Volumi indispensabili per decifrare i voleri dei capi reclusi in regime di carcere duro. Su cui gli 007 della procura hanno lavorato alacremente. Inizialmente si trattava di semplici sospetti, dovuti ad alcuni riferimenti captati dalle microspie piazzate in carcere. Poi però, grazie al ritrovamento dei libri, gli inquirenti hanno avuto la certezza che le lettere fossero veri e propri “pizzini” cifrati, utilizzati da Girolamo “Mommo” Molè per far arrivare all’esterno gli ordini al sodalizio criminale sgominato con 54 arresti in tre regioni (LEGGI I DETTAGLI).

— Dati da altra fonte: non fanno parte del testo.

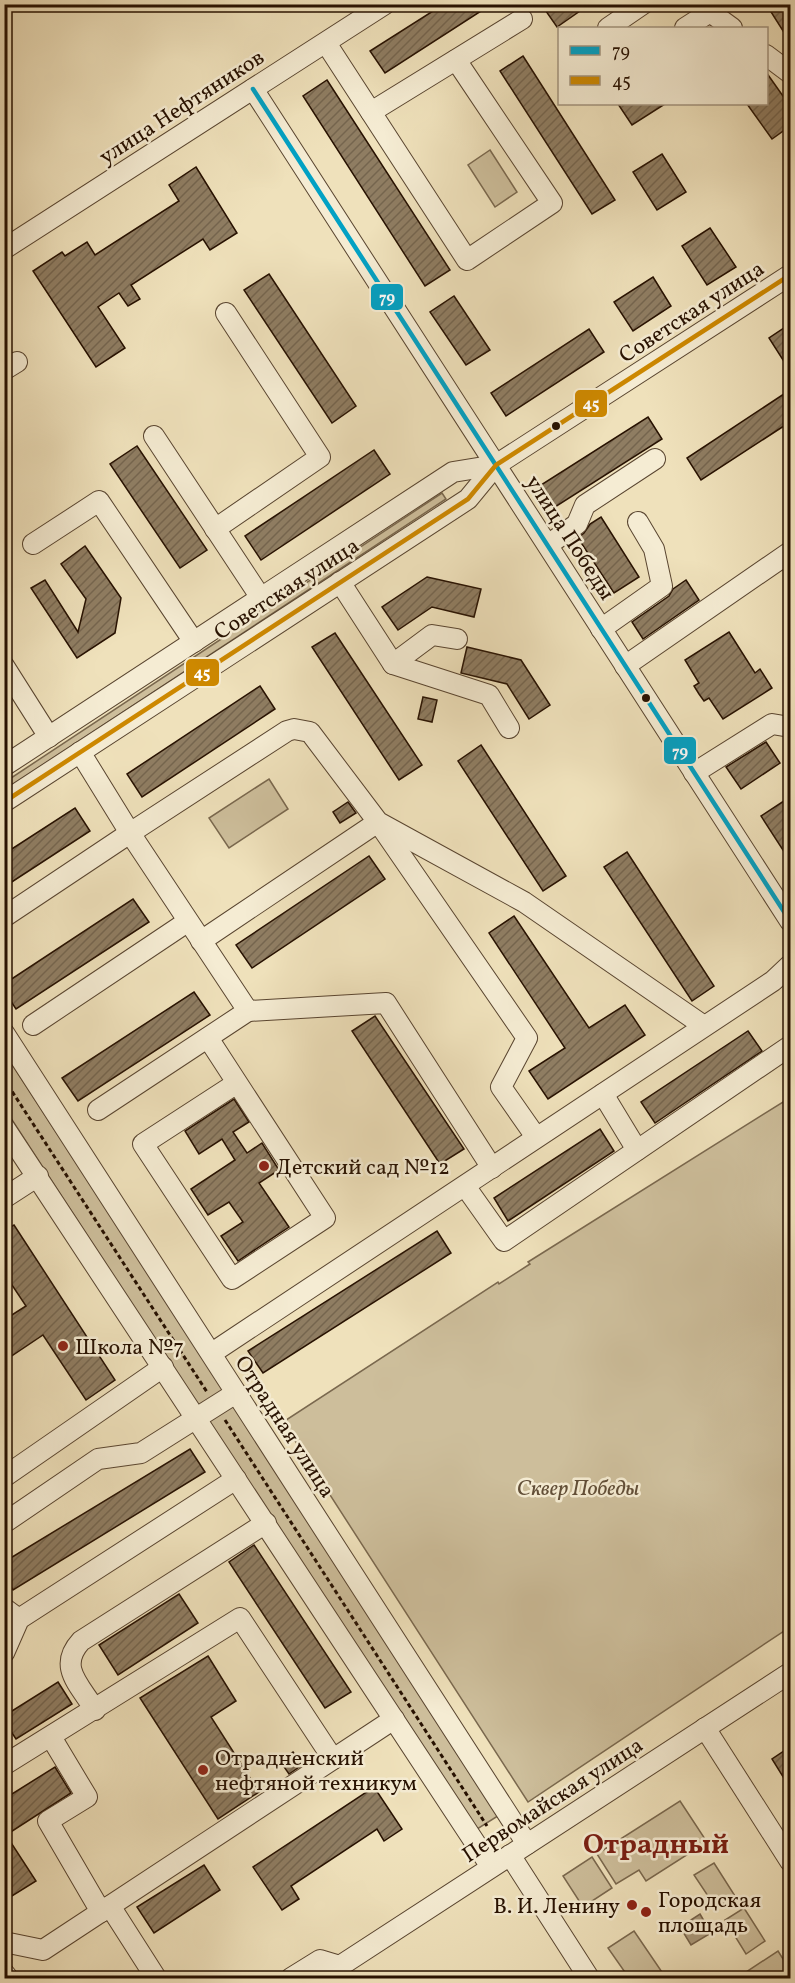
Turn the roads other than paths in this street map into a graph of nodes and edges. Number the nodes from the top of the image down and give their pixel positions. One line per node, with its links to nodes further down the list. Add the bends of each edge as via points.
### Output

Semplice il meccanismo. Il boss dal carcere spediva ai propri familiari semplici missive dal contenuto generico. Frasi che grazie ad un codice alfanumerico, potevano essere tradotte a casa con operazioni piuttosto semplici, se in possesso della giusta chiave di lettura. Un unico accorgimento, sia chi scriveva il messaggio che chi lo riceveva doveva utilizzare lo stesso libro e la stessa edizione. E questo perchè, evidentemente, da edizione a edizione, la foliazione interna e il rigaggio poteva cambiare. Un colpaccio per i magistrati, che da mesi stavano lavorando all’operazione “Cento anni di storia”, che ha portato dietro le sbarre una ventina di personaggi di spicco dei clan Piromalli, Molè e Alvaro. Gli inquirenti hanno le prove che i boss usavano i codici da almeno sei mesi, ma non escludono che il metodo venga utilizzato da molto più tempo.«Proprio alla luce delle supposte considerazioni – scrivevano i Pm – si capisce la natura delle conversazioni, laddove Mommo chiede alla moglie e alla cognata se sono state in grado di decifrare il codice sotteso al libro. Le donne chiedono ulteriore conferma sul significato che hanno appreso ricevendo la risposta secca e decisa del detenuto secondo cui, una volta decifrato il messaggio, lo devono strappare immediatamente, indicando (ordinando), nel contempo, che il prossimo codice che lui invierà, dovrà essere fatto recapitare “per lui” (identificato per Antonio Albanese alias “U Barberi”) affermando, altresì, con tono perentorio che quest’ultimo dovrà attenersi alle sue disposizioni».